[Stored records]
══════

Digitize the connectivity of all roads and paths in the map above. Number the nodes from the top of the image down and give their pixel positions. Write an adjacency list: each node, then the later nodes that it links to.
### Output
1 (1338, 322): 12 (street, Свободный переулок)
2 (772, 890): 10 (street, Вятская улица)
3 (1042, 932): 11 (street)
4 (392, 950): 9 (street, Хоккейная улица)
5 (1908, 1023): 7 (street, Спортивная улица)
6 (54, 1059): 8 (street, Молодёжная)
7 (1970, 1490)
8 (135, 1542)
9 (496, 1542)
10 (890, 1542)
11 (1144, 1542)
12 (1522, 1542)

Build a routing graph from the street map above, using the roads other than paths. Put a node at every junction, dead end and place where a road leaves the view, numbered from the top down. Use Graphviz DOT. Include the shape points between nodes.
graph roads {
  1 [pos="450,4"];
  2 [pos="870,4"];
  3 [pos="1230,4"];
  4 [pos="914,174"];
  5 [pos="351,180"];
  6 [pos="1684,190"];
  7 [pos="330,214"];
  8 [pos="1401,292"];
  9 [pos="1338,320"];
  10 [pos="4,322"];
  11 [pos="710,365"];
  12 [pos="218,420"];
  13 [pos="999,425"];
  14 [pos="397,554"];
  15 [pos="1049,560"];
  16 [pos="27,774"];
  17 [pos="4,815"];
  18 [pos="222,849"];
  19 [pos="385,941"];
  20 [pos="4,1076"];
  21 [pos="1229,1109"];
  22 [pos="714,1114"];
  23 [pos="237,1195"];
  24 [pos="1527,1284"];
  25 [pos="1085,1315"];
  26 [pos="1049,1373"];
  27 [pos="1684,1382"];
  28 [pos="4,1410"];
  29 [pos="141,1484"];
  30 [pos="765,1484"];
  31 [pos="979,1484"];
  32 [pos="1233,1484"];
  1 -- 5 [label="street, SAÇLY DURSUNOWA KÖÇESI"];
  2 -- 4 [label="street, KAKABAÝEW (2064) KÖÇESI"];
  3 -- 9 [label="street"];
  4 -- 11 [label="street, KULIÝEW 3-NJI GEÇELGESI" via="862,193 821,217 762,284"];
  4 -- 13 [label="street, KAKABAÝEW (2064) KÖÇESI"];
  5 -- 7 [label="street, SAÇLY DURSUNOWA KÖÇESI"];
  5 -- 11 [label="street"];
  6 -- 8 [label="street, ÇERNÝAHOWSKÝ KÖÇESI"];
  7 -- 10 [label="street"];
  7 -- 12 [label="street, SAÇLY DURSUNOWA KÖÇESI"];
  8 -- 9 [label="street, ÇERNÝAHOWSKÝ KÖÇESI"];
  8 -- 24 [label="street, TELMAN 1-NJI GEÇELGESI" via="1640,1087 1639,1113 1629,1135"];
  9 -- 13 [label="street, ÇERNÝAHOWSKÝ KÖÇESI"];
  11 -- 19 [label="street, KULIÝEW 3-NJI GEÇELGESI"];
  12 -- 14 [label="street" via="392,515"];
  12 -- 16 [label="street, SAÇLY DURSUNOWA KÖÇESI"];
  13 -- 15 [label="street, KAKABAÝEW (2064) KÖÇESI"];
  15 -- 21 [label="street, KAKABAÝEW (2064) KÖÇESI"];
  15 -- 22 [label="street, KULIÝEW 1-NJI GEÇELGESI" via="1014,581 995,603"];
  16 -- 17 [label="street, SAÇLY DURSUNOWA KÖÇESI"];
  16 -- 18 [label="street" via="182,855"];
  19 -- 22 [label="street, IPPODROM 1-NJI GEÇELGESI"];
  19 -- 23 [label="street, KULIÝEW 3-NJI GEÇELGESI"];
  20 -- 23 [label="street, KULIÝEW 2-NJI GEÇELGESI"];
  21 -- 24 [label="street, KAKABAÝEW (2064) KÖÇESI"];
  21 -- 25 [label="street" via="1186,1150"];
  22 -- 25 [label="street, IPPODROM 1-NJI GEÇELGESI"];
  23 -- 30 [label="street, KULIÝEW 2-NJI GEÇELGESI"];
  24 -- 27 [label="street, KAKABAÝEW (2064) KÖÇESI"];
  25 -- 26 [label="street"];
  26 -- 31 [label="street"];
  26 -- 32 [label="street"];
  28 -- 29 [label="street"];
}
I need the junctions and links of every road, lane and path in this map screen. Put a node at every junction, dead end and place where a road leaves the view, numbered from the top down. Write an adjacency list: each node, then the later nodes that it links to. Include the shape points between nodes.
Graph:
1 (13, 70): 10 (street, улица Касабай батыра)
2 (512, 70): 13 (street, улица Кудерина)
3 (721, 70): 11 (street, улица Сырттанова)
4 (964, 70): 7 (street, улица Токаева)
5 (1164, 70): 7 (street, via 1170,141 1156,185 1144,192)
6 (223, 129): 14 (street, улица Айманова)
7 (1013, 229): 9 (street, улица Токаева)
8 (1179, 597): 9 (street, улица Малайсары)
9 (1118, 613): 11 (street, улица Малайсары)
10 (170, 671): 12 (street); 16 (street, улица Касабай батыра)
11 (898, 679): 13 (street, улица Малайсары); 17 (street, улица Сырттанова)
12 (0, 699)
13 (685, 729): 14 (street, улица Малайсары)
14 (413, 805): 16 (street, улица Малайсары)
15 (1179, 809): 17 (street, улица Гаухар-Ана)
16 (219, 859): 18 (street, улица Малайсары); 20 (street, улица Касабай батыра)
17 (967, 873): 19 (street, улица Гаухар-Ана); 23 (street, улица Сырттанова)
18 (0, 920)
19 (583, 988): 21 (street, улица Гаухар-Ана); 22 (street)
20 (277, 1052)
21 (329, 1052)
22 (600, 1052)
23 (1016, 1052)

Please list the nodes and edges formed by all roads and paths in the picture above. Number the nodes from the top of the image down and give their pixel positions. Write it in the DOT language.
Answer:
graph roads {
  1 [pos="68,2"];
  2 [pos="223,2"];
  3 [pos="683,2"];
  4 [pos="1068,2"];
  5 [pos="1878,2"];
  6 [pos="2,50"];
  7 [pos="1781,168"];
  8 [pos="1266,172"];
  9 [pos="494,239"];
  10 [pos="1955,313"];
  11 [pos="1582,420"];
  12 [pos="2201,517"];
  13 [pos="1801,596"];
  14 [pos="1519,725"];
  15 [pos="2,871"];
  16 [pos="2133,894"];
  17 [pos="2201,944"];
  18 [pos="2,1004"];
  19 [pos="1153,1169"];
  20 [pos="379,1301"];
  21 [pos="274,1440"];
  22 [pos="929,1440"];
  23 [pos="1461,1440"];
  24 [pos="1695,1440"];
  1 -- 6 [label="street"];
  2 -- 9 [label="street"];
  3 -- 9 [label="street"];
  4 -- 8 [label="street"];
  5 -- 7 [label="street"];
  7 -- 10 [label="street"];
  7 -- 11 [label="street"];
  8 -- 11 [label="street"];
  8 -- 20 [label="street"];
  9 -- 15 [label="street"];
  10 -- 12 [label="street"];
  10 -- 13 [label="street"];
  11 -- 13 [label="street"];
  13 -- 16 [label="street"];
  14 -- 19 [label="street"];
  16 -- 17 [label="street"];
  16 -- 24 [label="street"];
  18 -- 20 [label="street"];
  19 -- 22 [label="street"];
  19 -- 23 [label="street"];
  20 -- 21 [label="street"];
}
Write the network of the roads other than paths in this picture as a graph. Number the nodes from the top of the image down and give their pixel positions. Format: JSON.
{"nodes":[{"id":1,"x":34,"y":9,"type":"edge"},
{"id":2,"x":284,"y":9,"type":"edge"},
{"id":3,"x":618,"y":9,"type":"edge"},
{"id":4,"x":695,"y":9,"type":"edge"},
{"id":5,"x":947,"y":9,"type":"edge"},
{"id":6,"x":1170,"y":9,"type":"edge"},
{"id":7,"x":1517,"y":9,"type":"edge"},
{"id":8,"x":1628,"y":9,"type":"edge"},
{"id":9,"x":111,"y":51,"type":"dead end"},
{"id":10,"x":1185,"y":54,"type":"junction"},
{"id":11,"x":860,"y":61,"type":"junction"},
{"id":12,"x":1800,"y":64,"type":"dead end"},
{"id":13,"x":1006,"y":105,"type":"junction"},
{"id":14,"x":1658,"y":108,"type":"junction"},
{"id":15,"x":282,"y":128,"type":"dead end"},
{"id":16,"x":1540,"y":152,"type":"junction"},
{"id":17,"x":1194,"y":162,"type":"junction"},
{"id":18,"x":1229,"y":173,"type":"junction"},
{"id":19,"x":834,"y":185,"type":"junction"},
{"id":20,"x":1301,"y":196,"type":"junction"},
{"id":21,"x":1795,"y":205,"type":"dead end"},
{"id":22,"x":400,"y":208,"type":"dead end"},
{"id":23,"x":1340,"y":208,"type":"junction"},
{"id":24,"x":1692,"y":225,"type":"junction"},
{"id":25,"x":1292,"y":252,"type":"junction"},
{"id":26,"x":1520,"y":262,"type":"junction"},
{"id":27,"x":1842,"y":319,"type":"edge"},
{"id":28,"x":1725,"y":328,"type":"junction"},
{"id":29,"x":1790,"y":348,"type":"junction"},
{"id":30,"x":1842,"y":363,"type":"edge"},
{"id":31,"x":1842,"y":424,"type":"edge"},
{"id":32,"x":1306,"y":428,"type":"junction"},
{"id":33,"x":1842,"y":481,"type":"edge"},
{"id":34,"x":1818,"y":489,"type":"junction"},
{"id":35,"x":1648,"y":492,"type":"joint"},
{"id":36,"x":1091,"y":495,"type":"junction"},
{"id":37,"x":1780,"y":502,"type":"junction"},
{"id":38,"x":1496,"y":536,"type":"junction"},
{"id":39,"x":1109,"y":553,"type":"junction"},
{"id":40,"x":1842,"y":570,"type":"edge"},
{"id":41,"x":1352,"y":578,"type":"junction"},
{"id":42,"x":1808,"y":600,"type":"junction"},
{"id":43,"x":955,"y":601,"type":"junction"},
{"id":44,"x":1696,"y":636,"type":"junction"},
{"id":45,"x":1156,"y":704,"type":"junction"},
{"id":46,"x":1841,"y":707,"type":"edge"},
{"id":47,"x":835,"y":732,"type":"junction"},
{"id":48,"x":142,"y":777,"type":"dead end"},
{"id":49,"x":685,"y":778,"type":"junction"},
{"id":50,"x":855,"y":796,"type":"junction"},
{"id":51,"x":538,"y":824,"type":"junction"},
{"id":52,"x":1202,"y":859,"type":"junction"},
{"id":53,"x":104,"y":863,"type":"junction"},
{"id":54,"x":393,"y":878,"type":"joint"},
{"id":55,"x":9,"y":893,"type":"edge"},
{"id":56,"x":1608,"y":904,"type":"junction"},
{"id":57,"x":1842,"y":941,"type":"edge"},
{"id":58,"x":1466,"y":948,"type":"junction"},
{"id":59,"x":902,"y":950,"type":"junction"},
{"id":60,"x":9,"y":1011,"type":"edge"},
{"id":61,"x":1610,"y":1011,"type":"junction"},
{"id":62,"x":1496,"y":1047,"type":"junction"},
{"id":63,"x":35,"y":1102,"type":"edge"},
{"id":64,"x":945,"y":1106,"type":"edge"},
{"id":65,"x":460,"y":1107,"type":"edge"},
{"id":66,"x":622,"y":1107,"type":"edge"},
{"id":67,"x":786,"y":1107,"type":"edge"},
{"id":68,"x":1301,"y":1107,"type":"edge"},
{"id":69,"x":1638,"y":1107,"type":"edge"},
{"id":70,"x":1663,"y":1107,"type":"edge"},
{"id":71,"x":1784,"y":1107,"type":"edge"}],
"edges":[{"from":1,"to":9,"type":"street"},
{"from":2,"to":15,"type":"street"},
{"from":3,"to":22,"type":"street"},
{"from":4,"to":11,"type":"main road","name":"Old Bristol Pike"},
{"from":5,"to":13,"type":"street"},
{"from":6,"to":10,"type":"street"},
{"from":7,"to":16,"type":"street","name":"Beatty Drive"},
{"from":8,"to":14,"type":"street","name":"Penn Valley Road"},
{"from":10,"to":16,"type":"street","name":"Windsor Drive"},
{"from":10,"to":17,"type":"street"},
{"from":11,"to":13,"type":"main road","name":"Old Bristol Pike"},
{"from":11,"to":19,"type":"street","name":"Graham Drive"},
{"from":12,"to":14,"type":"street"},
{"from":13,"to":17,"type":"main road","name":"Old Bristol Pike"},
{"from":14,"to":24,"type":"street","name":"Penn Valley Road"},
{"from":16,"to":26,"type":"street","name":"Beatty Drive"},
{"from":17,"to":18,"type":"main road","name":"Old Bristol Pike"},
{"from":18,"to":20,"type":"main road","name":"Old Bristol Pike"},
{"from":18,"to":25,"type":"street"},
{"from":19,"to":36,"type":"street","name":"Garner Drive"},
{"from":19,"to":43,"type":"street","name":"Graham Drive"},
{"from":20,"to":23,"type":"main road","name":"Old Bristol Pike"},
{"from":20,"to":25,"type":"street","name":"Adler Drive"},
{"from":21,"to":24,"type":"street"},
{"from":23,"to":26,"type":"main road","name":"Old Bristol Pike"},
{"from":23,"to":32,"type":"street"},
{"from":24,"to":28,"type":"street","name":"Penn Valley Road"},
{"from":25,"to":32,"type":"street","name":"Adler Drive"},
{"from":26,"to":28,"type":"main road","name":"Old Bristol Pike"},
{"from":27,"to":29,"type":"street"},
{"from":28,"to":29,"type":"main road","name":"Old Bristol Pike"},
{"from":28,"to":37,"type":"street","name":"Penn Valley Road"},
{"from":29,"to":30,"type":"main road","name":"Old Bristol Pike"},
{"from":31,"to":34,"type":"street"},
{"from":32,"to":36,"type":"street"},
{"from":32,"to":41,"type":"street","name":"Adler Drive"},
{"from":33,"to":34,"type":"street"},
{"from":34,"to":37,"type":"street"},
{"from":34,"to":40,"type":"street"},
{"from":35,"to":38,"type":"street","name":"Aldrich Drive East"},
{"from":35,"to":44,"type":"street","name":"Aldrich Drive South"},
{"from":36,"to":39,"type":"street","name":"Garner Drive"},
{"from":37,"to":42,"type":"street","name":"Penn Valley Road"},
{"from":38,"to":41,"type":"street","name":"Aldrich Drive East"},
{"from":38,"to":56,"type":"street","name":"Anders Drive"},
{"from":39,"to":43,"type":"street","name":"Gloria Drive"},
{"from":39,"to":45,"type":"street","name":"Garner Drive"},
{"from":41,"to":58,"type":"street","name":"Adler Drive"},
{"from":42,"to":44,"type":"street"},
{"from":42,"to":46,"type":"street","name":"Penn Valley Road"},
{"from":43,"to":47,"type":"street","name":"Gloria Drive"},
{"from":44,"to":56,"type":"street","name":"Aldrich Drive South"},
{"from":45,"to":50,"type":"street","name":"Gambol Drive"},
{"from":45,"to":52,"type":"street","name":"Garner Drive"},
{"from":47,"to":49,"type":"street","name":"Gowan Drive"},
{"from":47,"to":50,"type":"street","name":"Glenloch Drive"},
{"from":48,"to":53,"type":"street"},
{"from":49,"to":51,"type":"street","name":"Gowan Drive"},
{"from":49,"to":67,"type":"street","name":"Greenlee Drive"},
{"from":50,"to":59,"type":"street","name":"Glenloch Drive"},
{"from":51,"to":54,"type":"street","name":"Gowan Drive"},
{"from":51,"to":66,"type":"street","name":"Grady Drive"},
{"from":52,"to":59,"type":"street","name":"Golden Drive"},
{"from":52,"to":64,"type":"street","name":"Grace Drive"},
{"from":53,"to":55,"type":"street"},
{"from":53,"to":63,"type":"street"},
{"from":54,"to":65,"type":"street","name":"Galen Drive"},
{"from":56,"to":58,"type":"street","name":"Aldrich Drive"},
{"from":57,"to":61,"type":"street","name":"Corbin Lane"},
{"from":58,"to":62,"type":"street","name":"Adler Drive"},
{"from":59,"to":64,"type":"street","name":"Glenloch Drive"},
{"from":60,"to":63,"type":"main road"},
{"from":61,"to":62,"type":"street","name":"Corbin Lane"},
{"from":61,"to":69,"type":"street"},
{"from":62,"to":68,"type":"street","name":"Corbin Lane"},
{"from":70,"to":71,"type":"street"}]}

══════

● **ACTIVITY**
From the data above, pick out each line containing "Gloria" and copy it.

● **RESPONSE FOR THIS EXERCISE**
{"from":39,"to":43,"type":"street","name":"Gloria Drive"},
{"from":43,"to":47,"type":"street","name":"Gloria Drive"},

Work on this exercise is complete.